For this article, I populated my tables with some pseudo-random data. First, I filled my aggregate table with some ads and days over which I want to work. I want to aggregate ads 1 through 50 over the time period 2005-01-01 through 2005-01-10, so that’s 500 rows in the aggregate table. The tracking table is moderately large. I filled it with dates from 2003-04-07 to 2006-01-01 (1,000 days) for ads 1 through 1000, with one row for each click type. That’s a total of three million rows. The clicks are random numbers between 1 and 100.

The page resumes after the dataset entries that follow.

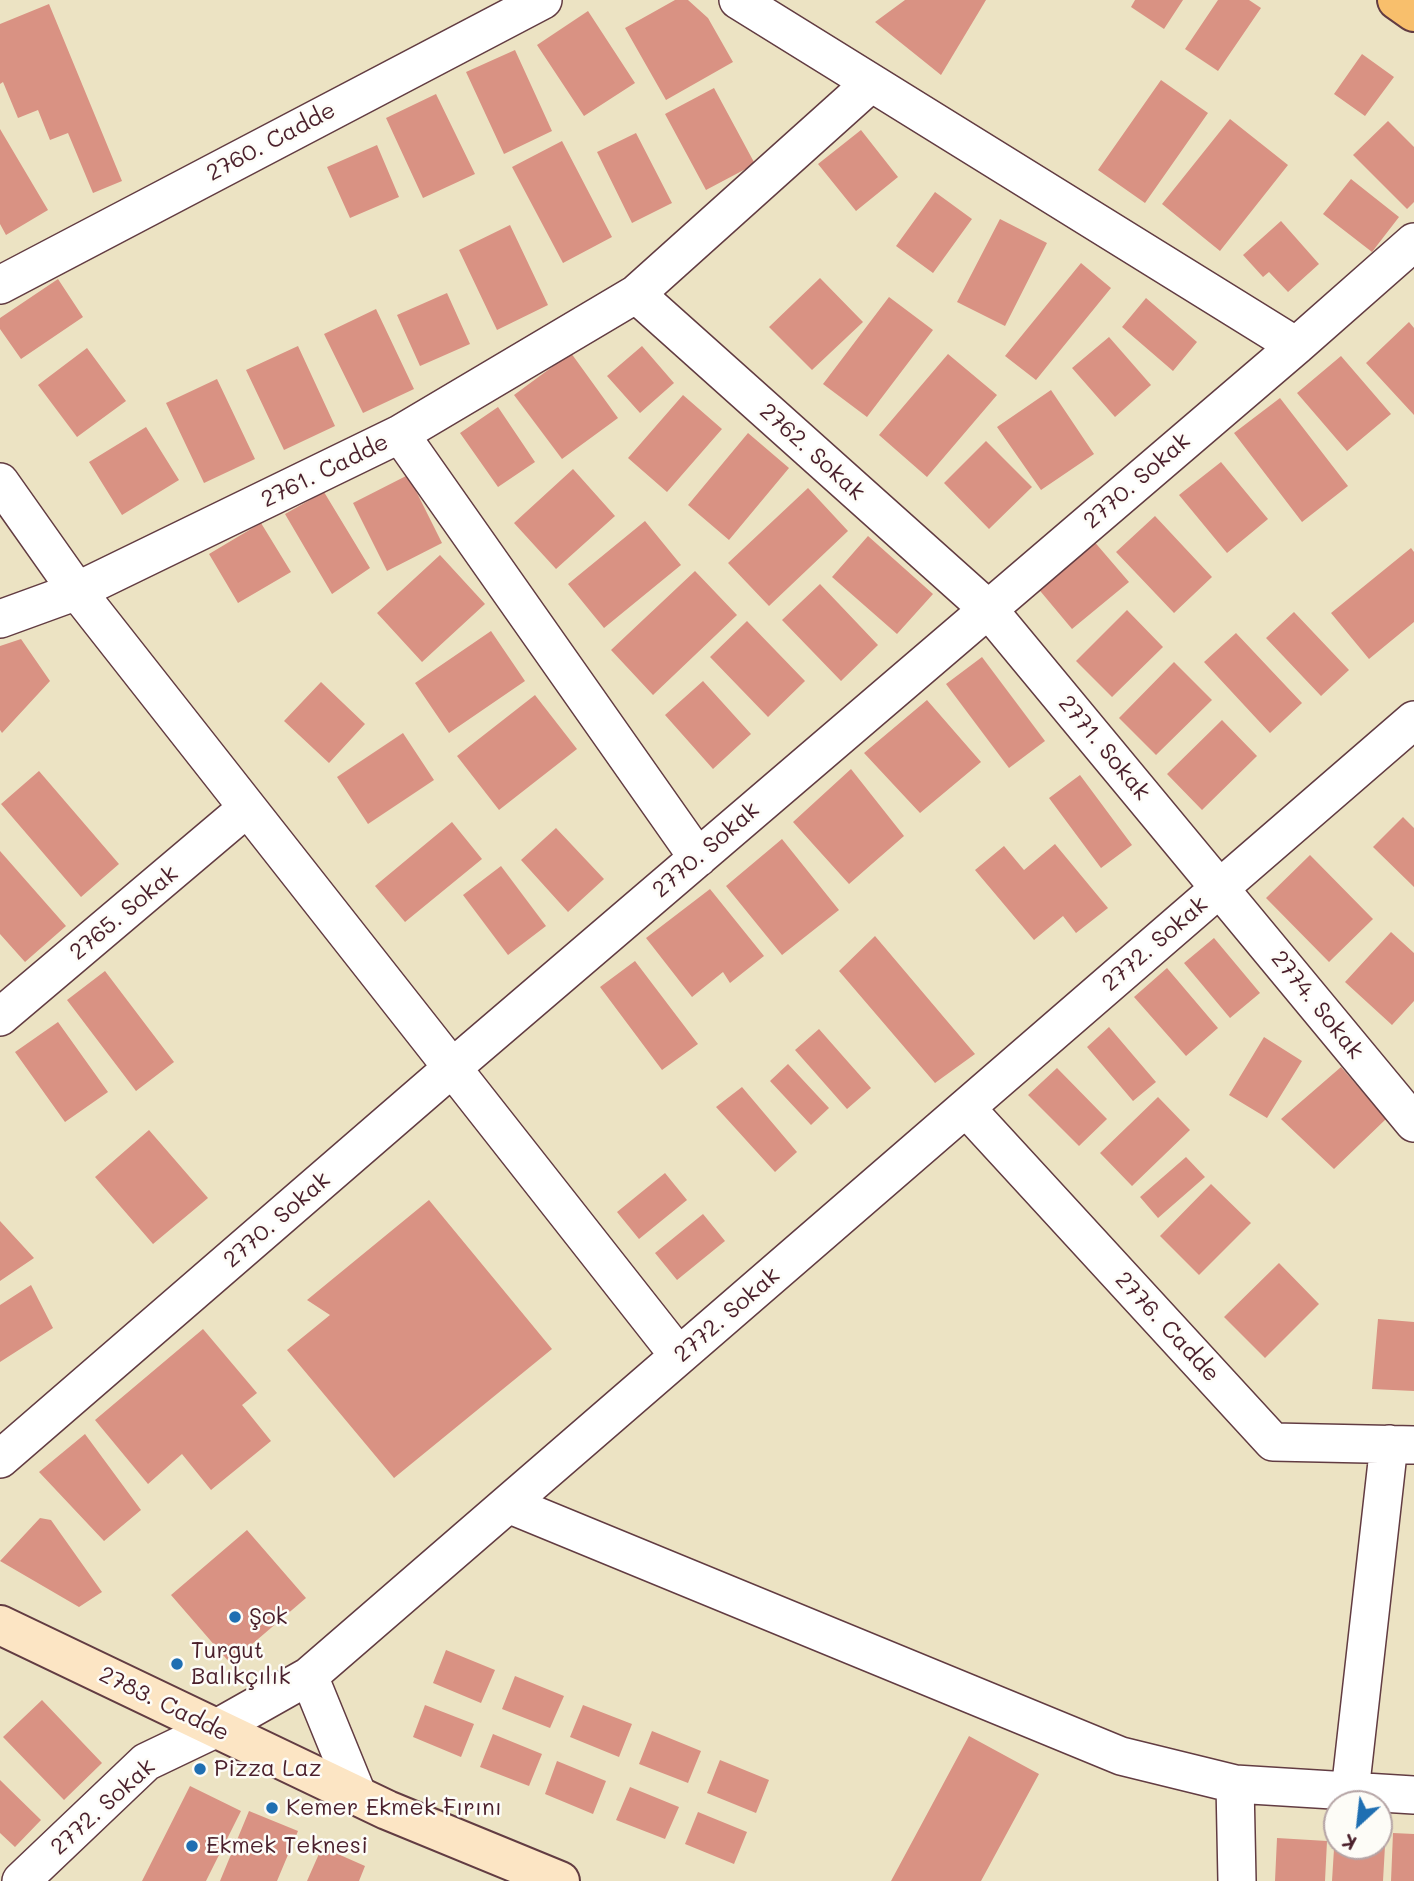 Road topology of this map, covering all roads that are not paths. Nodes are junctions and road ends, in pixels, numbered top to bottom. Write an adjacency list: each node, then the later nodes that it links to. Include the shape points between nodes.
1 (543, 0): 7 (street, 2760. Cadde)
2 (738, 0): 5 (street)
3 (1397, 0): 4 (main road)
4 (1414, 12)
5 (872, 83): 8 (street, 2761. Cadde); 9 (street)
6 (1414, 242): 9 (street, 2770. Sokak)
7 (0, 285)
8 (636, 294): 10 (street, 2761. Cadde); 13 (street, 2762. Sokak)
9 (1296, 346): 13 (street, 2770. Sokak)
10 (400, 434): 12 (street, 2761. Cadde); 17 (street)
11 (0, 482): 12 (street)
12 (76, 591): 14 (street, 2761. Cadde); 16 (street)
13 (988, 609): 17 (street, 2770. Sokak); 18 (street, 2771. Sokak)
14 (0, 619)
15 (1414, 720): 18 (street, 2772. Sokak)
16 (247, 808): 19 (street, 2765. Sokak); 20 (street)
17 (698, 858): 20 (street, 2770. Sokak)
18 (1220, 888): 21 (street, 2772. Sokak); 22 (street, 2774. Sokak)
19 (0, 1017)
20 (452, 1068): 23 (street); 25 (street, 2770. Sokak)
21 (966, 1108): 23 (street, 2772. Sokak); 24 (street, 2776. Cadde, via 1273,1442)
22 (1414, 1123)
23 (679, 1356): 26 (street, 2772. Sokak)
24 (1401, 1444): 32 (street)
25 (3, 1450)
26 (508, 1504): 28 (street, 2772. Sokak); 30 (street, via 1121,1756)
27 (0, 1625): 29 (main road, 2783. Cadde)
28 (309, 1676): 29 (street, 2772. Sokak); 35 (street)
29 (215, 1729): 35 (main road, 2783. Cadde); 36 (street, 2772. Sokak, via 146,1762)
30 (1235, 1784): 31 (street); 38 (street)
31 (1323, 1790)
32 (1350, 1790)
33 (1393, 1794): 34 (street)
34 (1414, 1795)
35 (358, 1796): 37 (main road, 2783. Cadde)
36 (21, 1881)
37 (561, 1881)
38 (1237, 1881) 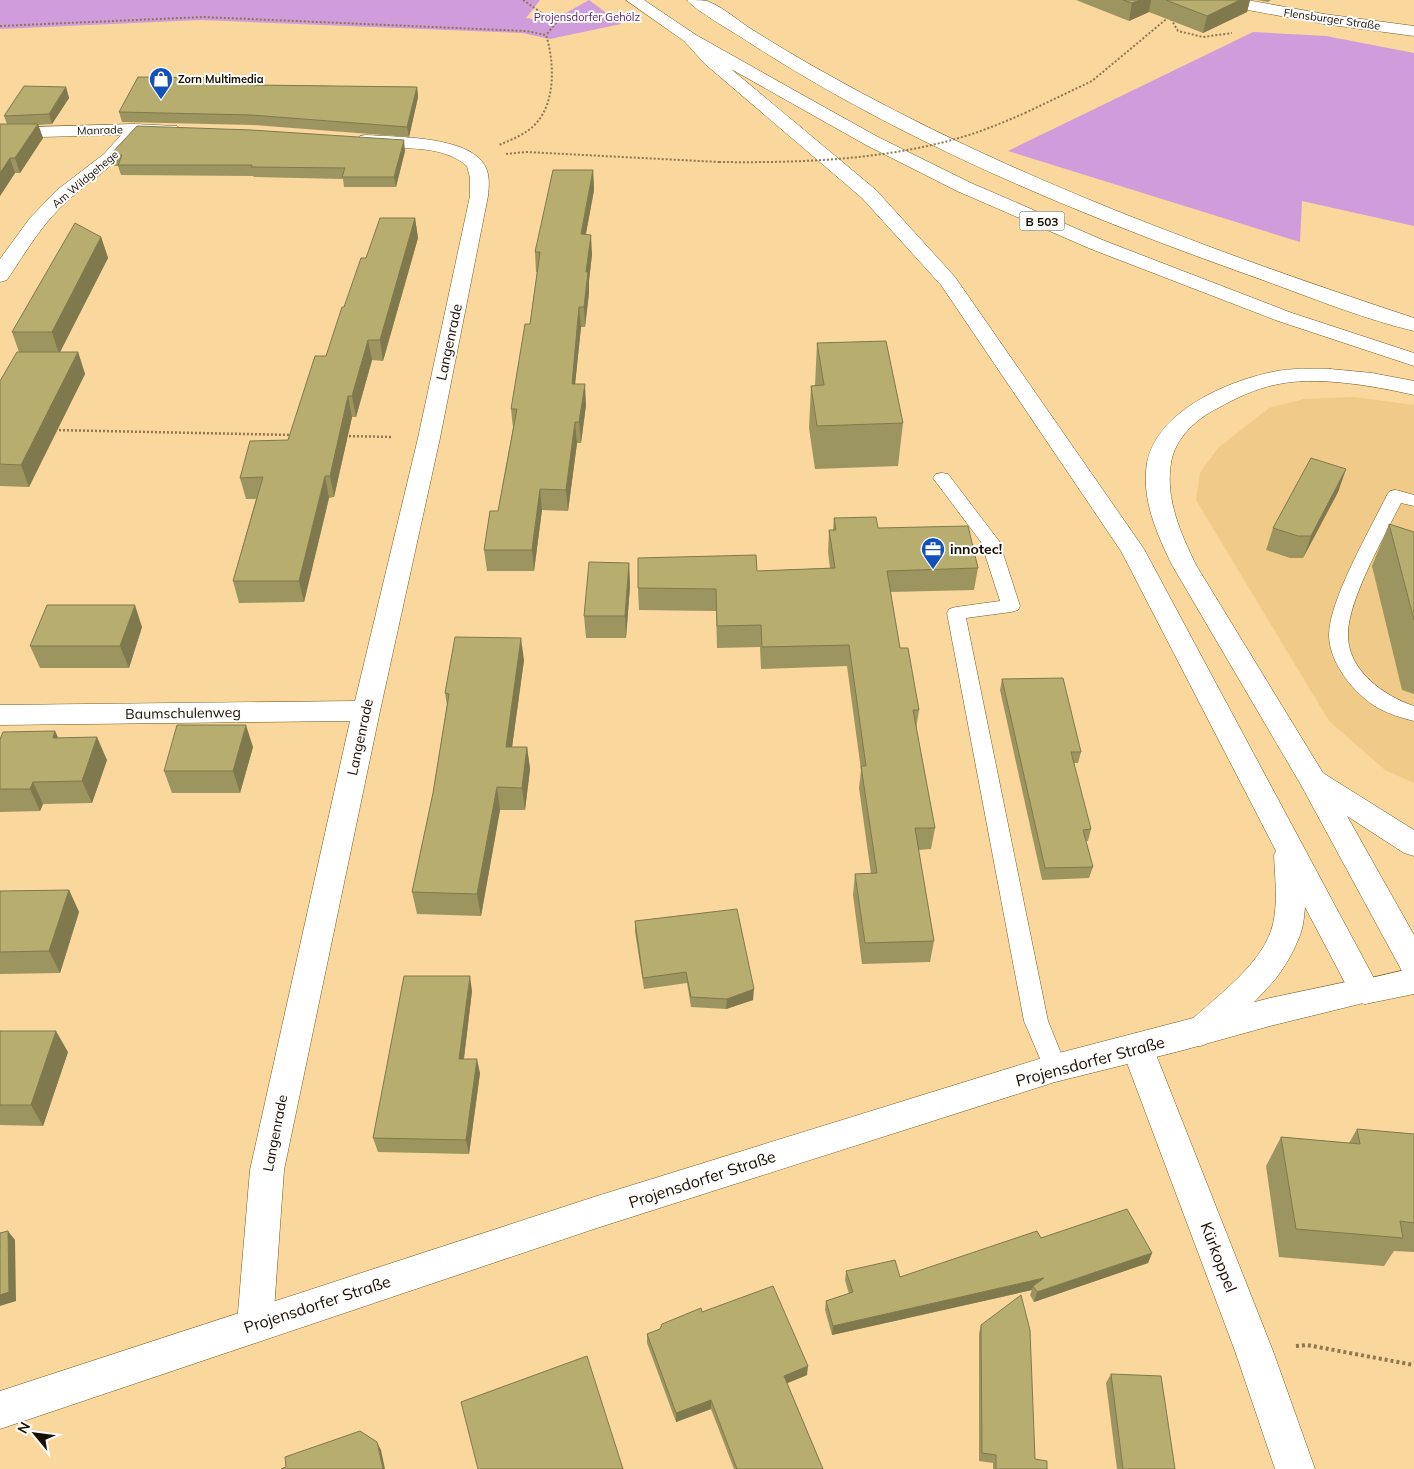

Given a numbers table with at least 1,000 rows, here are scripts to populate the tables. The second query will probably take a while to run, and will create a medium-sized chunk of data, so don’t think something is wrong when it keeps on grinding (15 minutes isn’t unreasonable). By the way, it’s not a good idea to run these queries on a production server!
insert into aggregate(day, ad)
select date_add('2006-01-01', interval a.i - 1 day), b.i
from number as a
cross join number as b
where a.i <= 10 and b.i <= 50;
insert into tracking(day, ad, clicktype, clicks)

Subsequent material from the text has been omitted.